On discovering the contents her expression became critical. She fingered the fur without taking either of the articles from the box. Turning over an edge of the boa, she looked at the lining. It was a minute or two before she took out the muff and held it in her hands. She examined it as if she were buying it in a shop.
"That's a last year's style," was her first observation. "It'll be regular old-fashioned by next winter, and, of course, I shouldn't want a muff before then. The girls'll think I got them second-hand when they're as out of date as all that. They're awful particular in Nashua, more like New York than Boston." She shook out the boa. "Those little tails are sweet, but they don't wear them now. How much did you give?"
He told her.
"They're not worth it.

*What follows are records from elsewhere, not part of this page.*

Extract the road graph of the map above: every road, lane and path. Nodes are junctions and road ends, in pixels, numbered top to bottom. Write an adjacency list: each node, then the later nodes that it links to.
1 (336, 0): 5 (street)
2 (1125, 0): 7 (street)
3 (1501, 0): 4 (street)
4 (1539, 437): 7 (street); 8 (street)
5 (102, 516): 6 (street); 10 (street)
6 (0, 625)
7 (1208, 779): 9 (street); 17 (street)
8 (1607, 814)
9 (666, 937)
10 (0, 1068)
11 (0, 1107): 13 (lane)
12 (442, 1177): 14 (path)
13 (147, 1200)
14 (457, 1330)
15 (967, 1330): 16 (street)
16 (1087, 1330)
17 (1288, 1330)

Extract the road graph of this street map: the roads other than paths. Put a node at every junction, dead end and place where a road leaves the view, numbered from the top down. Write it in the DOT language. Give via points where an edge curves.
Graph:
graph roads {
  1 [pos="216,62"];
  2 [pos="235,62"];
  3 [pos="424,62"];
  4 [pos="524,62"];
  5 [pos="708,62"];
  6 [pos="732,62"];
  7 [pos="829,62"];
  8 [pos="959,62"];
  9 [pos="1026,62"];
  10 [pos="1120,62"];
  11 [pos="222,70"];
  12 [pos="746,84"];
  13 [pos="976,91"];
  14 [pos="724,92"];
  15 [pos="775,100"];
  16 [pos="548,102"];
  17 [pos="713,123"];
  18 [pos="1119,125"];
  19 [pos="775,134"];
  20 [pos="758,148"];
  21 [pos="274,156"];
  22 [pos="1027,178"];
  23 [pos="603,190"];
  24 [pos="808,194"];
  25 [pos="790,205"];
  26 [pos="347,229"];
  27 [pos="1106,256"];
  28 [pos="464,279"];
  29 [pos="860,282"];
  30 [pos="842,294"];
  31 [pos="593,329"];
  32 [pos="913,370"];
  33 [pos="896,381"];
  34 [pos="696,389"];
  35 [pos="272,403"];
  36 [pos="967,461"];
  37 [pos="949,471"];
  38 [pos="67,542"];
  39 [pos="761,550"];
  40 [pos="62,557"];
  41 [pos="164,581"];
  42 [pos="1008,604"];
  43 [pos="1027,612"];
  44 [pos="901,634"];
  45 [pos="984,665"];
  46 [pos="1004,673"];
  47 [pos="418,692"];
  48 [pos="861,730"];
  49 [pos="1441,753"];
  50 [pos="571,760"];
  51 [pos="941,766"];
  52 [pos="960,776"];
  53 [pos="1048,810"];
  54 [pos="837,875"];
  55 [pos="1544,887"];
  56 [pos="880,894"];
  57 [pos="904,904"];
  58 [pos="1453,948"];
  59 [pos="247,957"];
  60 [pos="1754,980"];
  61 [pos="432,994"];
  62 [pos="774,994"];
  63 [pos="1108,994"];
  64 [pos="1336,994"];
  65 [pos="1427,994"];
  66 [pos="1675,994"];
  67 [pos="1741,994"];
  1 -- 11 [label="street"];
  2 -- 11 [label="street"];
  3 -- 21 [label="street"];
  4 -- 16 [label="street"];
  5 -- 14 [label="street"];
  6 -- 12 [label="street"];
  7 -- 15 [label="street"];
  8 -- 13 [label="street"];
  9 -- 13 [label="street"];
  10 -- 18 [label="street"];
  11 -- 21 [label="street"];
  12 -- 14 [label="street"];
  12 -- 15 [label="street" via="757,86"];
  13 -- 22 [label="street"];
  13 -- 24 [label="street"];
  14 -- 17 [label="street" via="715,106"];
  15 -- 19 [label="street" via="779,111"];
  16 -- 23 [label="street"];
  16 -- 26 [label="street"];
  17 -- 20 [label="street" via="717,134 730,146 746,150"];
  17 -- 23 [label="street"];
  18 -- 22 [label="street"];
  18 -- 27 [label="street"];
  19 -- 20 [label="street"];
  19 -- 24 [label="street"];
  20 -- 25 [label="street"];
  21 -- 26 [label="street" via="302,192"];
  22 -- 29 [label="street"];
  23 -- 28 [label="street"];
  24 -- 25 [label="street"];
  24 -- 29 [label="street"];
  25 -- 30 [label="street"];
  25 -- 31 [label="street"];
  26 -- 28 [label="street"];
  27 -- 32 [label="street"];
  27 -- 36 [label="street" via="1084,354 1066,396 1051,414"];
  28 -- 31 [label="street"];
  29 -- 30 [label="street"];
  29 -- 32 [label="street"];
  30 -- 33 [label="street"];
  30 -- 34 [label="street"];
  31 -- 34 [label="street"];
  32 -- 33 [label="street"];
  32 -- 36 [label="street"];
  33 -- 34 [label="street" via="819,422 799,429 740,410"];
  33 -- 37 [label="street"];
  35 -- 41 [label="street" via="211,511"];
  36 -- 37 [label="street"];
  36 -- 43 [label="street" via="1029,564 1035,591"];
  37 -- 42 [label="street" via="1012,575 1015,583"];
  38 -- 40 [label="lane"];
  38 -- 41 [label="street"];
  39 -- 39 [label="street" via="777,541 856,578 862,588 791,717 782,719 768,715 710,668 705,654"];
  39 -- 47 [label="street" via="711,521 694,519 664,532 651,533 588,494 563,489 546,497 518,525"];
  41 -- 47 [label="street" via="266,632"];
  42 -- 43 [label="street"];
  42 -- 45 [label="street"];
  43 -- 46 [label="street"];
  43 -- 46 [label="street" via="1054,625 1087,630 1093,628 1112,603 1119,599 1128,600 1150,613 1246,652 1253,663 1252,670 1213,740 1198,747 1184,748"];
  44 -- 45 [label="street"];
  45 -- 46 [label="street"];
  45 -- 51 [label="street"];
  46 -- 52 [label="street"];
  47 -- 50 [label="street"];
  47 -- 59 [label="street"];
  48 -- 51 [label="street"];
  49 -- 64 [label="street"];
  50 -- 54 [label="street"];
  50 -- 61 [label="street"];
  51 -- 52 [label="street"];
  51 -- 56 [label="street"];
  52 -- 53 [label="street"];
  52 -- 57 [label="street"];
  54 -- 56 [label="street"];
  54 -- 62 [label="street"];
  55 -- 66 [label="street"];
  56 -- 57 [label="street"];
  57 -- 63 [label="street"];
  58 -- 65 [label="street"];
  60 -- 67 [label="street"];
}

It's the marked-down season too. Some one's put it over on you. I could have got them for half the price—and younger. These are an old woman's furs. The girls'll say my aunt in Boston's died, and left them to me in her will."
Brushing them aside, she faced him with her resentful eyes. Her hands were clasped in front of her, the diamond flashing on the finger resting on atable-scarf of thin brown silk embroidered in magenta ferns.
"Well, Tom, what's your answer to my letter?"
At any other minute he would have replied gently, placatingly; but just now his heart was hot. A hundred dollars had meant much to him. It would have to be paid back in paring down on all his necessities, in food, in carfares, even in the washing of his clothes. He too clasped his hands on the table, facing her as she faced him. He remembered afterward how blue her eyes had been, blue as lapis lazuli. All he could see in them now was demand, and further demand, and demand again after that.